Из материалов дела видно, что Лобачевский, Муретов, Стоянов, Бриль, Дубневич, Александров, Будиловский и Кринов категорически отвергли предъявляемое обвинение и заявили, что участниками контрреволюционной организации не состояли и о ее существовании ничего не слышали. Несколько раз менял свои показания Кригсман и в конечном итоге заявил, что они были получены под воздействием незаконных методов следствия. С нашей точки зрения, роковую роль сыграли показания Чемены. Арестованный одним из первых он говорит много и охотно, называет около 30 якобы участников организации, стараясь подробнее охарактеризовать каждого. Руководителями, по его словам, были Любимский, Введенский, Лукьянов, Лобачевский, Флоря, Луценко.

Надо отметить, что путь Чемены к священничеству оказался довольно извилистым. Хотя его отец был священником и почетным гражданином Одессы, сам В.Ф.Чемена служил в 1917-19 гг. директором гимназии в Ананьеве, в 1920-22 гг. работал в Одесском исполкоме инструктором Соцвоса и учителем. 17 апреля 1922 г. был рукоположен епископом Алексеем и сразу же, по его словам, отправился в сельский приход. «В Одессе в это время был полный разгар церковной контрреволюции в связи с противодействием Соввласти в деле отдачи государству церковных ценностей». Лично он, Чемена, тогда в организацию не входил, хотя и знал о ней.

Словно стремясь предугадать вопросы следователя, Чемена считает необходимым указать предпосылки контрреволюционной деятельности одесского духовенства: оно-де в годы гражданской войны отличалось своей открытой борьбой с советской властью, начиная от проповедей в церкви, помещением целого ряда статей в прессе, до организации собственными силами священных (!) вооруженных отрядов, назначением которых было бороться с красными войсками; А.Введенский, близкий к эмигрировавшему с белыми войсками митрополиту Платону в реакционной печати при белых поместил целый ряд статей, в которых «громил большевиков». (Об этих статьях мы еще поговорим ниже — Г.М.). Был организован ряд походов (крестных ходов) в глубь епархии, которые собирали тысячи богомольцев. Крестные хода носили враждебный антисоветский характер, их назначение состояло в том, чтобы на селе и городе всколыхнуть всех на борьбу с соввластью.

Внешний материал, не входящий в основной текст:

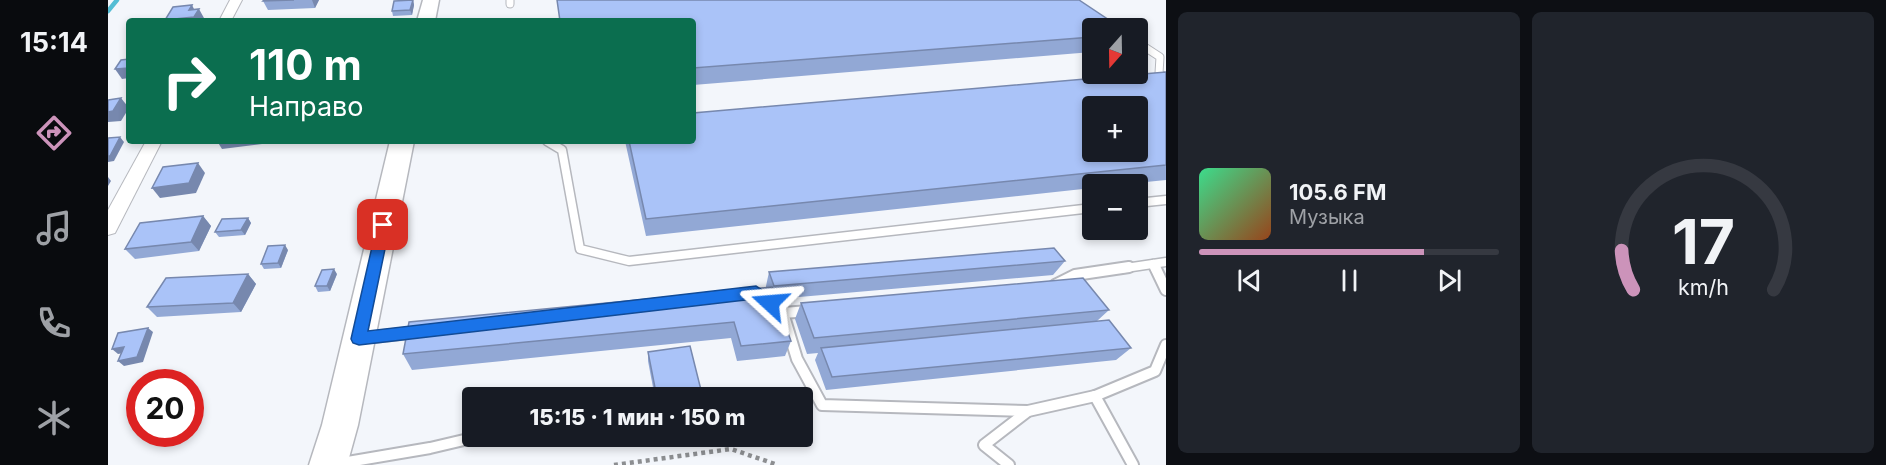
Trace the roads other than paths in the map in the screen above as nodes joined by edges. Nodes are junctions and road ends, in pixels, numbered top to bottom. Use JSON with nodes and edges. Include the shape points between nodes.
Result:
{"nodes":[{"id":1,"x":236,"y":0,"type":"edge"},
{"id":2,"x":432,"y":0,"type":"edge"},
{"id":3,"x":227,"y":18,"type":"edge"},
{"id":4,"x":427,"y":18,"type":"edge"},
{"id":5,"x":1148,"y":49,"type":"edge"},
{"id":6,"x":1166,"y":78,"type":"edge"},
{"id":7,"x":151,"y":144,"type":"edge"},
{"id":8,"x":401,"y":144,"type":"edge"},
{"id":9,"x":552,"y":144,"type":"edge"},
{"id":10,"x":1166,"y":200,"type":"edge"},
{"id":11,"x":1148,"y":202,"type":"edge"},
{"id":12,"x":1082,"y":209,"type":"edge"},
{"id":13,"x":108,"y":228,"type":"edge"},
{"id":14,"x":1166,"y":262,"type":"edge"},
{"id":15,"x":1153,"y":264,"type":"junction"},
{"id":16,"x":1047,"y":289,"type":"edge"},
{"id":17,"x":1166,"y":290,"type":"edge"},
{"id":18,"x":765,"y":299,"type":"edge"},
{"id":19,"x":818,"y":310,"type":"edge"},
{"id":20,"x":783,"y":313,"type":"junction"},
{"id":21,"x":429,"y":330,"type":"edge"},
{"id":22,"x":359,"y":339,"type":"junction"},
{"id":23,"x":1166,"y":345,"type":"edge"},
{"id":24,"x":1095,"y":396,"type":"junction"},
{"id":25,"x":1028,"y":411,"type":"junction"},
{"id":26,"x":462,"y":440,"type":"edge"},
{"id":27,"x":328,"y":465,"type":"edge"},
{"id":28,"x":1009,"y":465,"type":"edge"},
{"id":29,"x":1133,"y":465,"type":"edge"}],
"edges":[{"from":1,"to":3,"type":"street"},
{"from":2,"to":4,"type":"street"},
{"from":5,"to":6,"type":"lane","via":[[1161,57],[1159,73]]},
{"from":7,"to":13,"type":"street"},
{"from":8,"to":22,"type":"street"},
{"from":9,"to":12,"type":"lane","via":[[562,150],[580,249],[629,261]]},
{"from":10,"to":11,"type":"lane"},
{"from":14,"to":15,"type":"lane"},
{"from":15,"to":16,"type":"lane","via":[[1075,275]]},
{"from":15,"to":17,"type":"lane"},
{"from":18,"to":20,"type":"lane"},
{"from":19,"to":20,"type":"lane"},
{"from":20,"to":25,"type":"lane","via":[[797,359],[822,405]]},
{"from":21,"to":22,"type":"lane"},
{"from":22,"to":27,"type":"street"},
{"from":23,"to":24,"type":"lane","via":[[1155,371]]},
{"from":24,"to":25,"type":"lane"},
{"from":24,"to":29,"type":"lane"},
{"from":25,"to":28,"type":"lane","via":[[984,446]]},
{"from":26,"to":27,"type":"lane"}]}
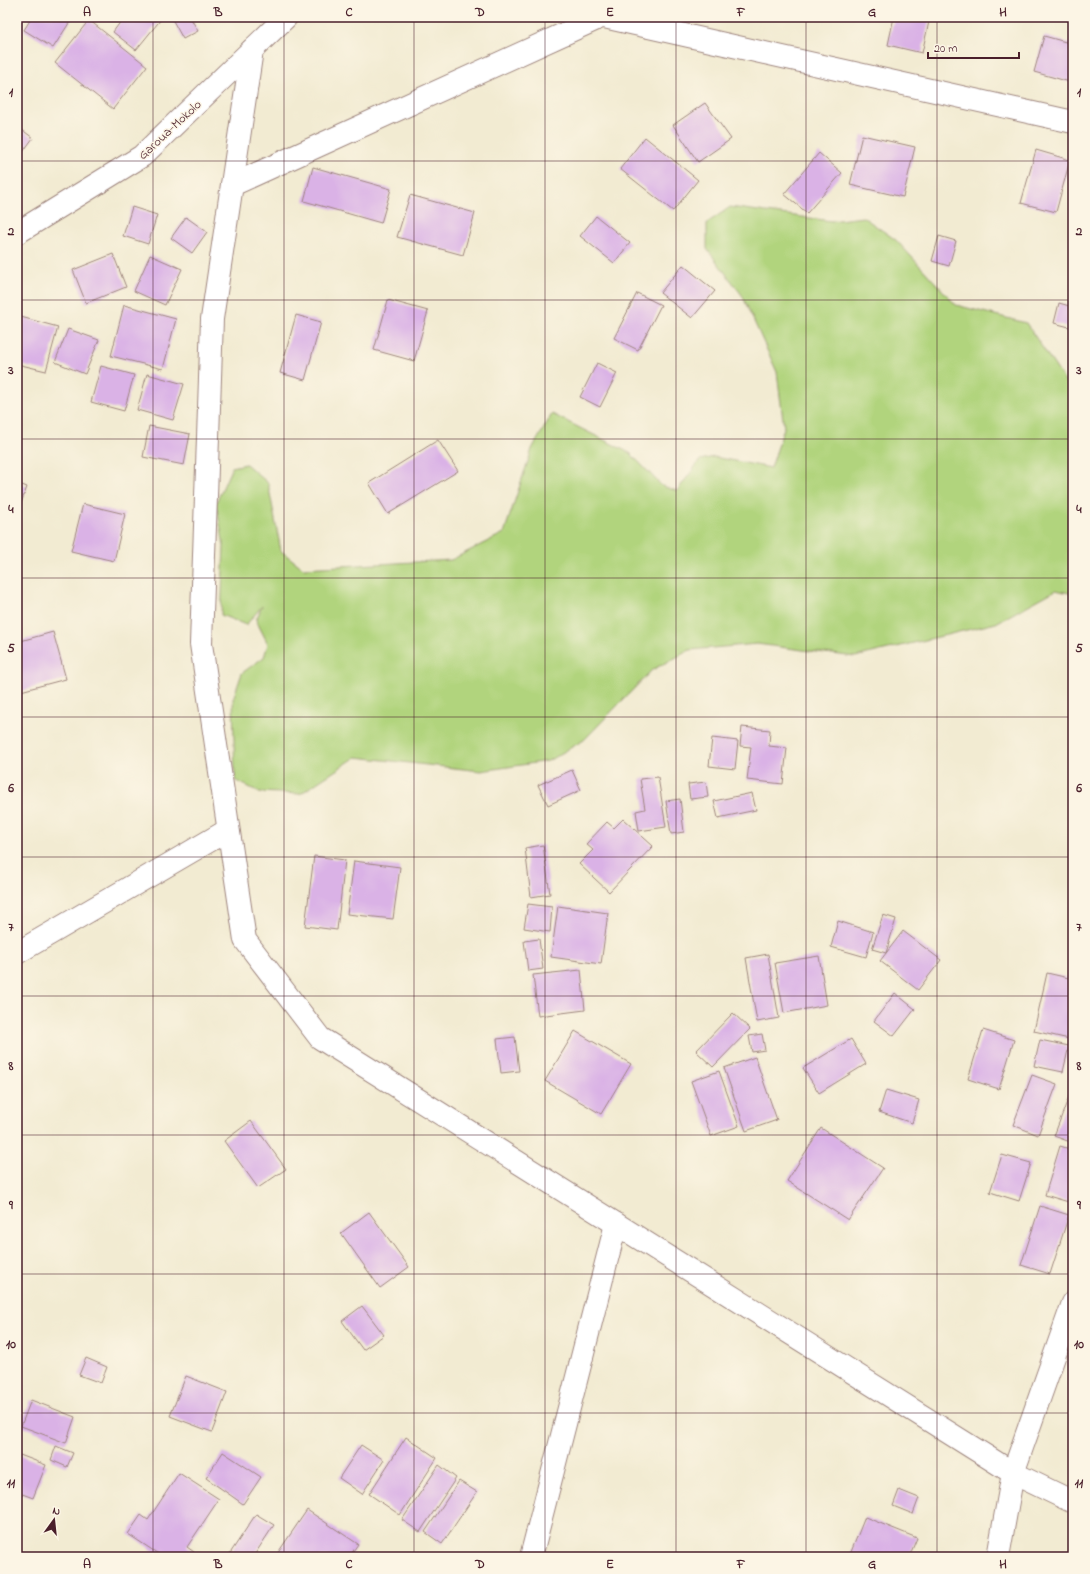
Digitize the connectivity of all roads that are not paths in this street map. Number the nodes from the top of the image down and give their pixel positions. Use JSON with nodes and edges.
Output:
{"nodes":[{"id":1,"x":286,"y":17,"type":"edge"},
{"id":2,"x":601,"y":17,"type":"edge"},
{"id":3,"x":604,"y":17,"type":"edge"},
{"id":4,"x":252,"y":50,"type":"junction"},
{"id":5,"x":1073,"y":122,"type":"edge"},
{"id":6,"x":232,"y":185,"type":"junction"},
{"id":7,"x":17,"y":233,"type":"edge"},
{"id":8,"x":228,"y":830,"type":"junction"},
{"id":9,"x":17,"y":953,"type":"edge"},
{"id":10,"x":616,"y":1224,"type":"junction"},
{"id":11,"x":1073,"y":1303,"type":"edge"},
{"id":12,"x":1013,"y":1473,"type":"junction"},
{"id":13,"x":1073,"y":1502,"type":"edge"},
{"id":14,"x":531,"y":1557,"type":"edge"},
{"id":15,"x":998,"y":1557,"type":"edge"}],
"edges":[{"from":1,"to":4,"type":"street","name":"Garoua-Mokolo"},
{"from":2,"to":6,"type":"street"},
{"from":3,"to":5,"type":"street"},
{"from":4,"to":6,"type":"street"},
{"from":4,"to":7,"type":"street","name":"Garoua-Mokolo"},
{"from":6,"to":8,"type":"street"},
{"from":8,"to":9,"type":"street"},
{"from":8,"to":10,"type":"street"},
{"from":10,"to":12,"type":"street"},
{"from":10,"to":14,"type":"street"},
{"from":11,"to":12,"type":"street"},
{"from":12,"to":13,"type":"street"},
{"from":12,"to":15,"type":"street"}]}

Оформление 2-й контрреволюционной организации Чемена относит к 1923 году. Он показал, что организация прежде всего стремилась противопоставить церковь и верующие массы соввласти, порождала антисоветский дух в прихожанах и провоцировала их на активные массовые выступления против соввласти. В доказательство Чемена приводит два случая беспорядков в Успенской (1925 г.) и Алексеевской (1926 г.) церквях. Причины и характер этих беспорядков Чемена упоминает вкратце, скорее всего они были вызваны вмешательством административного отдела окрисполкома в вопросы церковного самоуправления.

Согласно Чемене, в организации существует определенный план произнесения проповедей. Никто не должен был говорить по собственной инициативе, но действовать по определенной системе; антисоветское содержание проповедей вкладывалось в определенные формы, гарантирующие личную неприкосновенность проповедника.

Вместе с тем Чемена утверждал, что открытых публичных совещаний церковь никогда не имела. До 1928 г. мало было разговоров об интервенции, как о насильственном способе свержения соввласти, более говорилось о разных сдвигах в недрах партии, об уклонах, о поправении политики соввласти, о возможности внутреннего перерождения. Приезжавшее из деревень духовенство давало материал по таким острым политическим вопросам, как раскулачивание, коллективизация.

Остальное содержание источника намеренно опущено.